2. The clunkers must be destroyed. This will prevent them from clogging our streets and wasting gas. Crushing them makes the most sense, because they are vehicles that are hurting us now.
3. You can use the vouchers to buy vehicles that get four more miles to the gallon than your clunker. This is not much, but it is at least in the right direction. Bravo for not making the conditions too stringent in this program. Even one mile per gallon is an improvement and will help us, which is all you need for certain light truck purchases to be able to use your voucher.
4. These vouchers are for everyone, regardless of income, which makes sense. Why we only help the poor and downtrodden is beyond me. We need to help the wealthy, too, as they have been hurt in this economy as much if not more than the poor.
5. The vouchers can be used for vehicles made anywhere. There is simply no reason to restrict buyer’s choices to vehicles made in our own country.
6. You must have owned the clunker car for a year. This prevents people from purchasing clunkers for a couple hundred bucks and then getting their vouchers for up to $4500. Smart. Very smart.
7. The vouchers must be used before the end of this year. This kind of incentive is just what is needed to help car makers everywhere. Buy and buy now.

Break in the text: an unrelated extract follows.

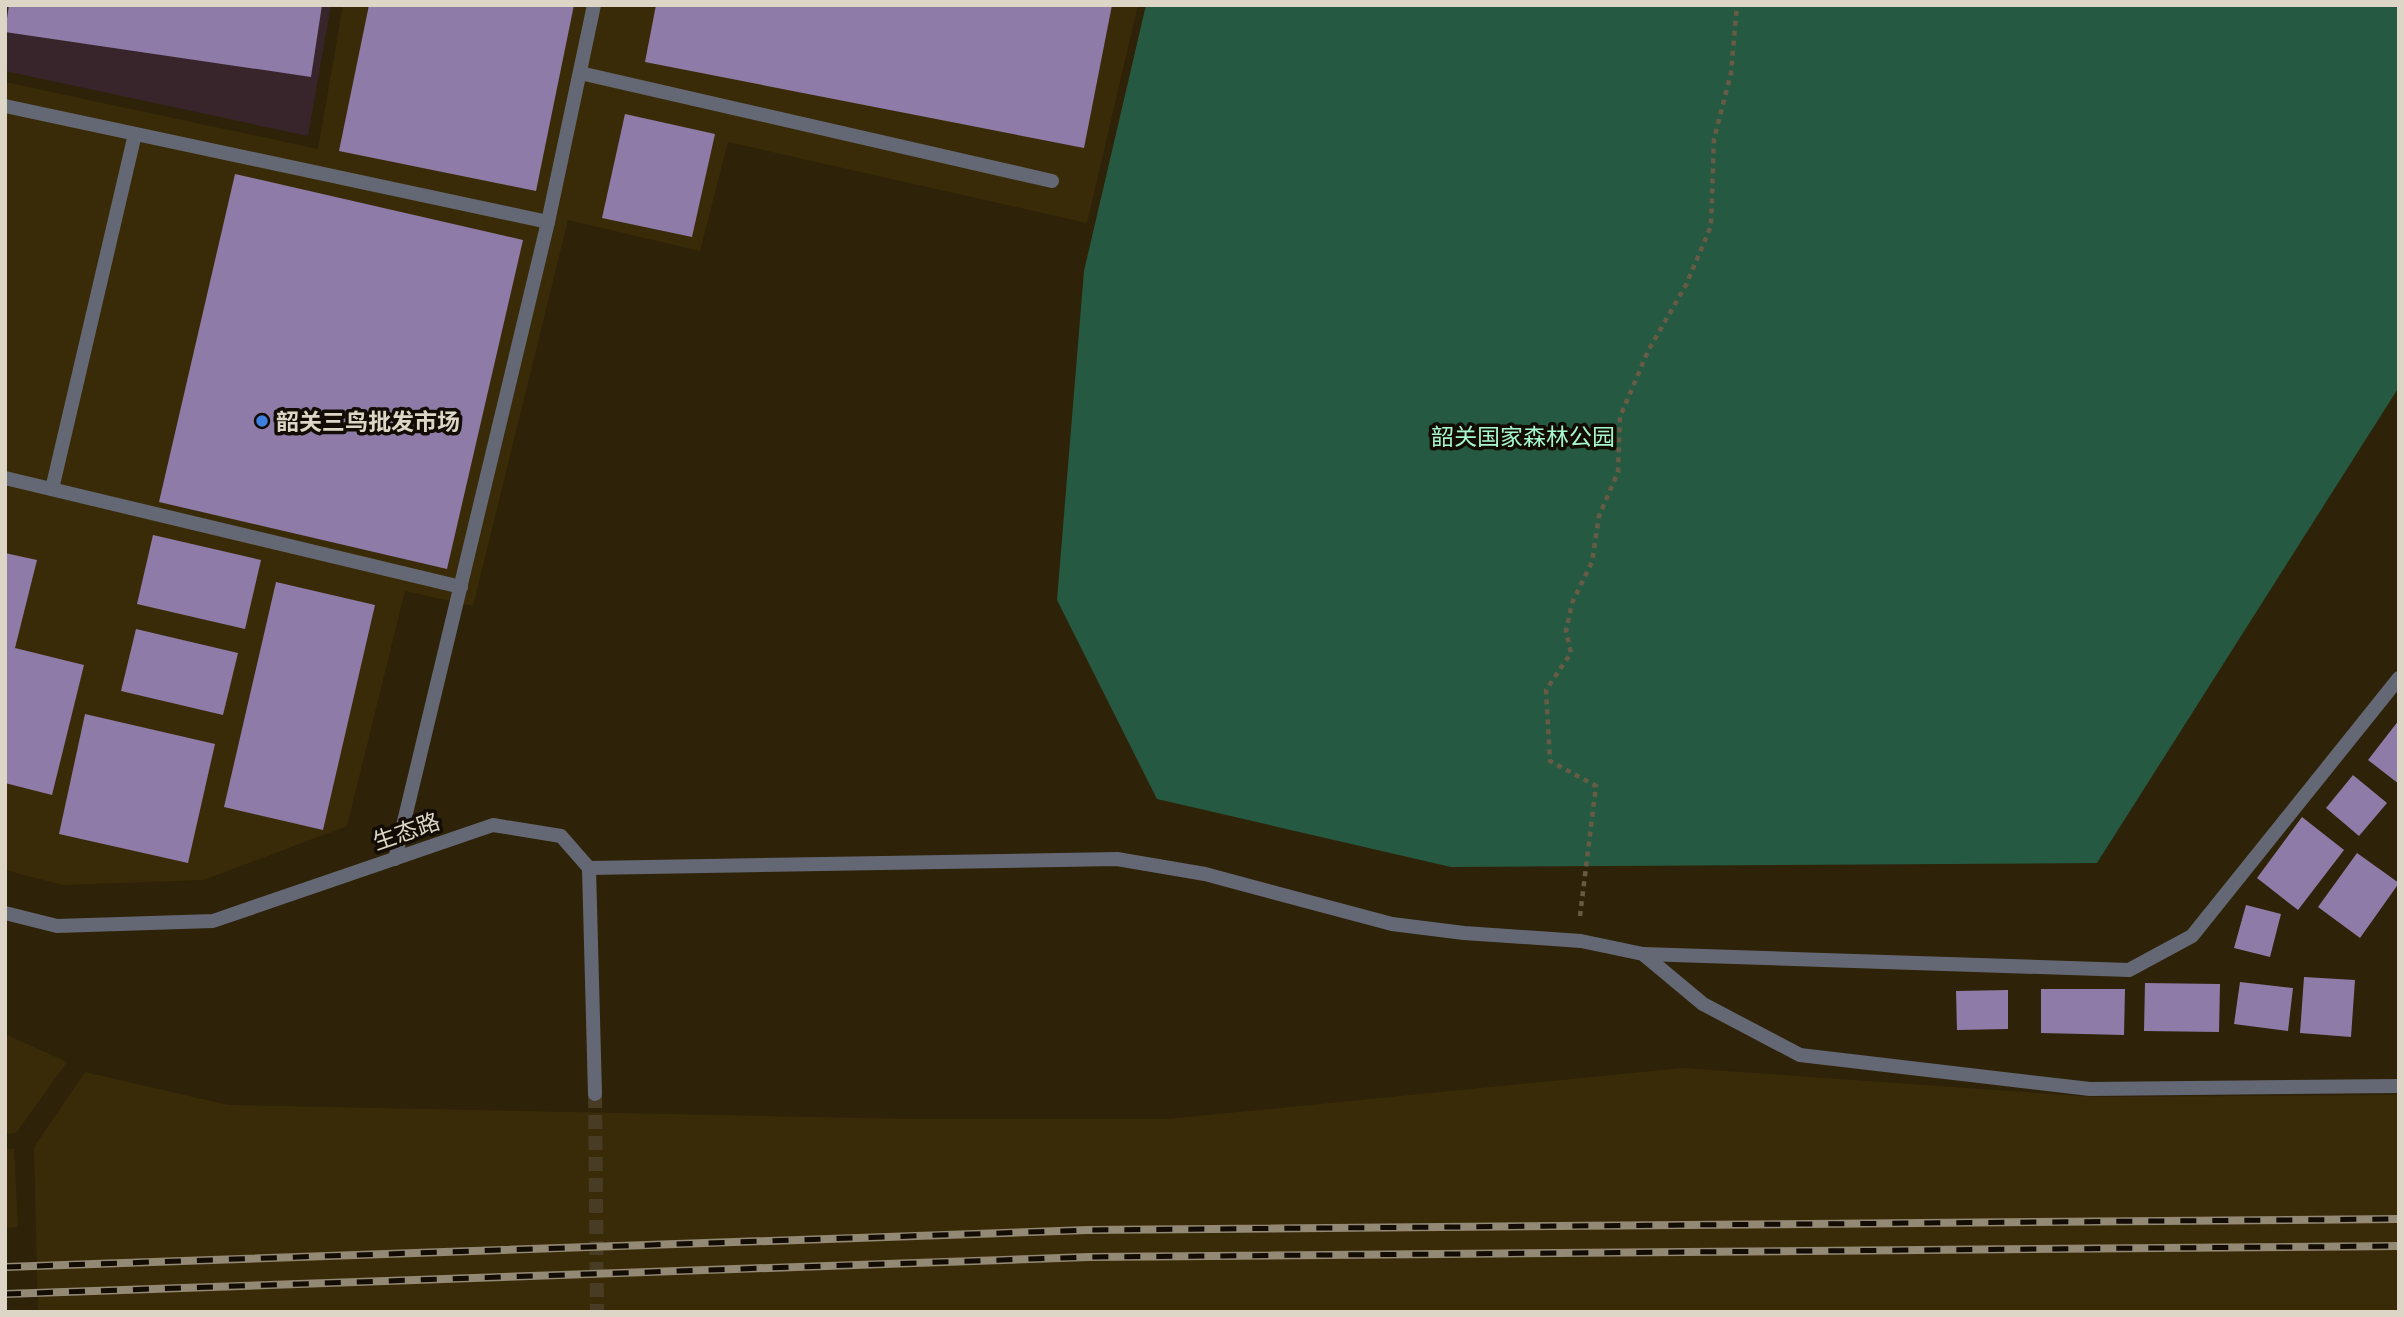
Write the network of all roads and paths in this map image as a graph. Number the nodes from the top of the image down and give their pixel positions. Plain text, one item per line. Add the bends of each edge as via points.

8. The bill is tacked on to legislation that continues funding the wars in Iraq and Afghanistan. We need those war funds, so why not kill two birds with one stone?
9. The program is expected to only cost taxpayers 1 billion dollars. This is a very inexpensive way to get clunkers off our highways.
10. It has been called Handouts for Hummers by some, but they are just jealous because they don’t have a clunker to turn in. They bought their high-mileage cars a long time ago.